Der Schriftsteller Theodor Körner verfasste patriotische Gedichte und beteiligte sich freiwillig an den Kämpfen Preußens gegen Napoleon, während derer er jung verstarb. „Körners Ende ist der Anfang seiner enormen Wirkungsgeschichte“, schreibt Jöst in seinem Aufsatz (Seite 11). Er sei zu unterschiedlichen Zeiten für ganz unterschiedliche politische Zwecke vereinnahmt worden, von Militaristen über Nationalsozialisten bis hin zu Sozialisten in der DDR (Seite 24). 

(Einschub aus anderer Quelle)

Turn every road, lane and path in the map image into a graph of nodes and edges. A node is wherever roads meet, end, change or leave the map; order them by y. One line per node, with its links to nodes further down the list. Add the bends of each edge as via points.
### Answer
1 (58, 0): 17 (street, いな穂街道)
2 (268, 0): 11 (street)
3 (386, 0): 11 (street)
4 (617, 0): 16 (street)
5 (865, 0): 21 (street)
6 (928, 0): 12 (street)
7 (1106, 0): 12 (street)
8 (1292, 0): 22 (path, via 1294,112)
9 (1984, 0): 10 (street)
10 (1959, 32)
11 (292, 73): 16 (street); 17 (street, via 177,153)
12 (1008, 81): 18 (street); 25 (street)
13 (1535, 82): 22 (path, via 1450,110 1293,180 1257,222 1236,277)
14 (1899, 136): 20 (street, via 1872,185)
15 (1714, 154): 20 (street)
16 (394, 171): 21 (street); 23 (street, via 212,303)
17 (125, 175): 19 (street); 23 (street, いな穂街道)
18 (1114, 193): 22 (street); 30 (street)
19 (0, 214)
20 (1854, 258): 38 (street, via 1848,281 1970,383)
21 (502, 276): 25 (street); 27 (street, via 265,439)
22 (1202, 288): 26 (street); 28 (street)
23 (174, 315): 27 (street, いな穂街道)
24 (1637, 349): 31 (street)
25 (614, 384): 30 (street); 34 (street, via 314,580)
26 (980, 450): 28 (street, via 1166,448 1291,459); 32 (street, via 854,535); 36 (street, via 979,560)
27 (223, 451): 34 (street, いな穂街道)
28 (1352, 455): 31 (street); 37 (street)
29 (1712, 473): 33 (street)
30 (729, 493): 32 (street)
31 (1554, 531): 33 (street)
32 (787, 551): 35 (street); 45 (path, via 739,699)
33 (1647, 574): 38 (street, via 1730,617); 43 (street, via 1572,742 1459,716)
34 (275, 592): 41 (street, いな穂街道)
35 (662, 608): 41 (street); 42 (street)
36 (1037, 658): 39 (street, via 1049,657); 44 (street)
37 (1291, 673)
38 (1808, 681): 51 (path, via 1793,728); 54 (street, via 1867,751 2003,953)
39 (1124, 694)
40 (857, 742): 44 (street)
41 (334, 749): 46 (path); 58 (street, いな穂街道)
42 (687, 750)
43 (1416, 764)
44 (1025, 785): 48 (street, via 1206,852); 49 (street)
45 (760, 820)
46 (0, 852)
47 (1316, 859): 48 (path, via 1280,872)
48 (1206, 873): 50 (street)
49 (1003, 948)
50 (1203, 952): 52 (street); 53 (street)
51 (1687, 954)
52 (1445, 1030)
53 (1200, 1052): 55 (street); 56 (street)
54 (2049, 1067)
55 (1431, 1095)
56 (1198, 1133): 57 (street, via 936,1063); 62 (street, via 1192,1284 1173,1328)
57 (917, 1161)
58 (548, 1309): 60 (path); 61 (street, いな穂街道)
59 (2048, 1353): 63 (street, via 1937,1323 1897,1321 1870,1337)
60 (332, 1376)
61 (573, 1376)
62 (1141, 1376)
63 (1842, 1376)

Dass Theodor Körner bis heute ein Idol in rechtsextremen Kreisen ist, zeigt das angebliche Zitat. Laut Jöst kursierte es zum Beispiel 2012 auf einer Website der NPD, die mittlerweile nicht mehr online ist (Seite 29). Auch auf Plakaten bei Pegida-Demonstrationen war das Zitat zu sehen, etwa 2019 in Dresden

Zitat steht in Gedichtband einer rechtsextremen Schriftstellerin

Ein Aussteiger aus der Neonazi-Szene sagte gegenüber der DPA, die Verse seien nicht von Theodor Körner, sondern von der rechtsextremen Dichterin Renate Schütte. Bei Google findet sich ein Buch der Schriftstellerin: „Der Wind schlägt um. Gedichte“, erschienen in den 1970er Jahren beim „Kritik Verlag“ in Mohrkirch. Dieser ist bekannt für Holocaust-Leugnungen; unter anderem veröffentlichte der Verlag das Buch „Die Auschwitz-Lüge“. 

Der Name Renate Schütte taucht in mehreren Publikationen zum Rechtsextremismus in Deutschland auf. Laut dem Literaturwissenschaftler Hans-Joachim Hahn leugnet und verharmlost sie in ihren Gedichten den Holocaust (Seite 250). Der Politikwissenschafter Richard Stöss ordnet Schütte dem Rechtsextremismus der Nachkriegszeit zu (Seite 112). 

Das Zentrum für Antisemitismusforschung der TU Berlin verfügt über ein Exemplar des Buches von Schütte in der 3. Auflage. Wir haben bei Irmela Roschmann-Steltenkamp, Leiterin der Bibliothek des Zentrums, nachgefragt, ob die Zeilen tatsächlich von Schütte stammen und in ihrem Band enthalten sind. Roschmann-Steltenkamp bestätigte, dass die Zeilen in ähnlichem Wortlaut in dem Gedicht „Anklage“ von Schütte stehen. Als Beleg schickte sie uns ein Foto des Gedichts.